1. Serum monoclonal protein (M-protein) ≥10 g/L IgG or ≥5 g/L IgA, IgM, IgD

2. Urine M-protein ≥200 mg/24h

3. To be considered only if patient has no evidence of measurable disease with one
of the criteria above: serum free light chain (FLC) ratio of kappa/lambda either
>1.65 or <0.26 (baseline level of involved FLC has to be ≥100 mg/L)

- Adverse events from previous treatment has recovered to grade ≤2.

- Age ≥18 years.

- WHO performance status 0-2.

- Adequate hematological values: neutrophils ≥1 x 109/L, platelets ≥75 x 109/L

- Adequate hepatic function: bilirubin ≤1.5 x ULN, AST and AP ≤2.5 x ULN

- Adequate renal function: calculated creatinine clearance >50 mL/min, according to the
formula of Cockcroft-Gault

- Adequate cardiac function: EF ≥40% assessed by echocardiography or MUGA scan

- Negative HIV test.

- Women are not breastfeeding. Women of child-bearing potential are using effective
contraception, are not pregnant and agree not to become pregnant during participation
in the trial and during the 12 months thereafter. A negative serum pregnancy test
(minimum sensitivity of 25 mIU/ml) before inclusion (within 7 days) into the trial is
required for all women of child-bearing potential. Men agree not to father a child
during participation in the trial and during 12 months thereafter.

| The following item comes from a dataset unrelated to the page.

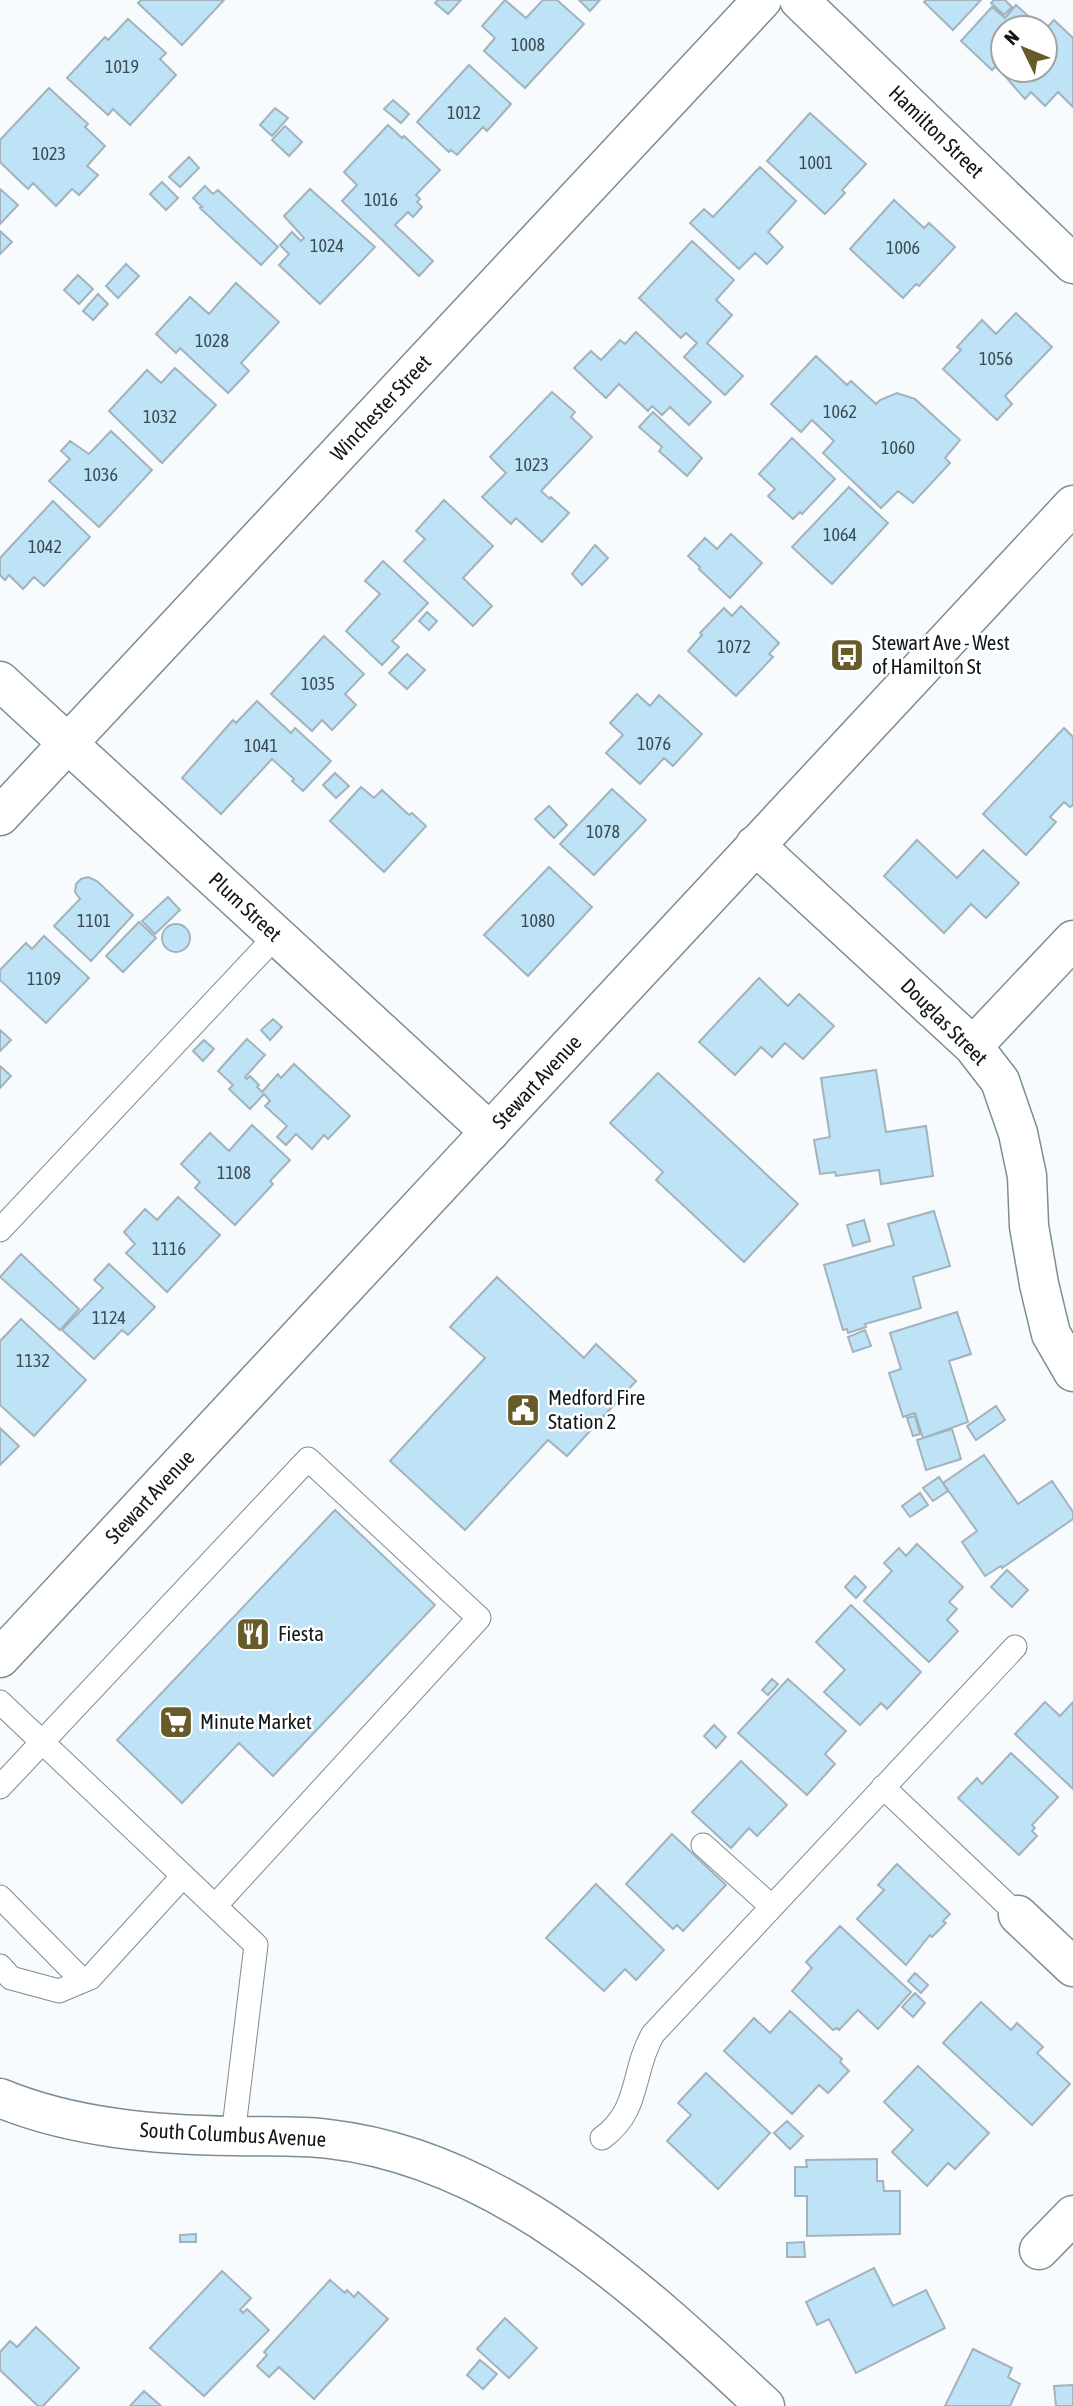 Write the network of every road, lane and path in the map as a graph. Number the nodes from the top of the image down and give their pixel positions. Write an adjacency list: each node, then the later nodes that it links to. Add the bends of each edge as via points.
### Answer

- Patient compliance and geographic proximity allow proper staging and follow-up.

Exclusion Criteria:

- Previous malignancy within 2 years with the exception of adequately treated cervical
carcinoma in situ or localized non-melanoma skin cancer.

- Psychiatric disorder precluding understanding of information on trial related topics,
giving informed consent, filling patient diary, or interfering with compliance for
oral drug intake.

- Concurrent treatment with other experimental drugs or other anti-cancer therapy
(chemotherapeutical/biological agents, radiation therapy). Treatment in a clinical
trial within 30 days prior to trial entry.

- Known hypersensitivity or uncontrolled side effects related to trial drug(s) or
hypersensitivity to any other component of the trial drugs.

- Any concomitant drugs contraindicated for use with the trial drugs according to the
approved product information.

- Any serious underlying medical condition (at the judgment of the investigator) which
could impair the ability of the patient to participate in the trial (e.g. active
autoimmune disease, uncontrolled diabetes).

- Unstable cardiovascular disease.

- Known or clinically suspected myeloma manifestations in the central nervous system.

- Previous grade 4 adverse events attributable to treatment with lenalidomide.

- Patients who are on strong CYP3A4 modulators that cannot be replaced at least one week
before the first dose of trial drugs and for the period of the trial.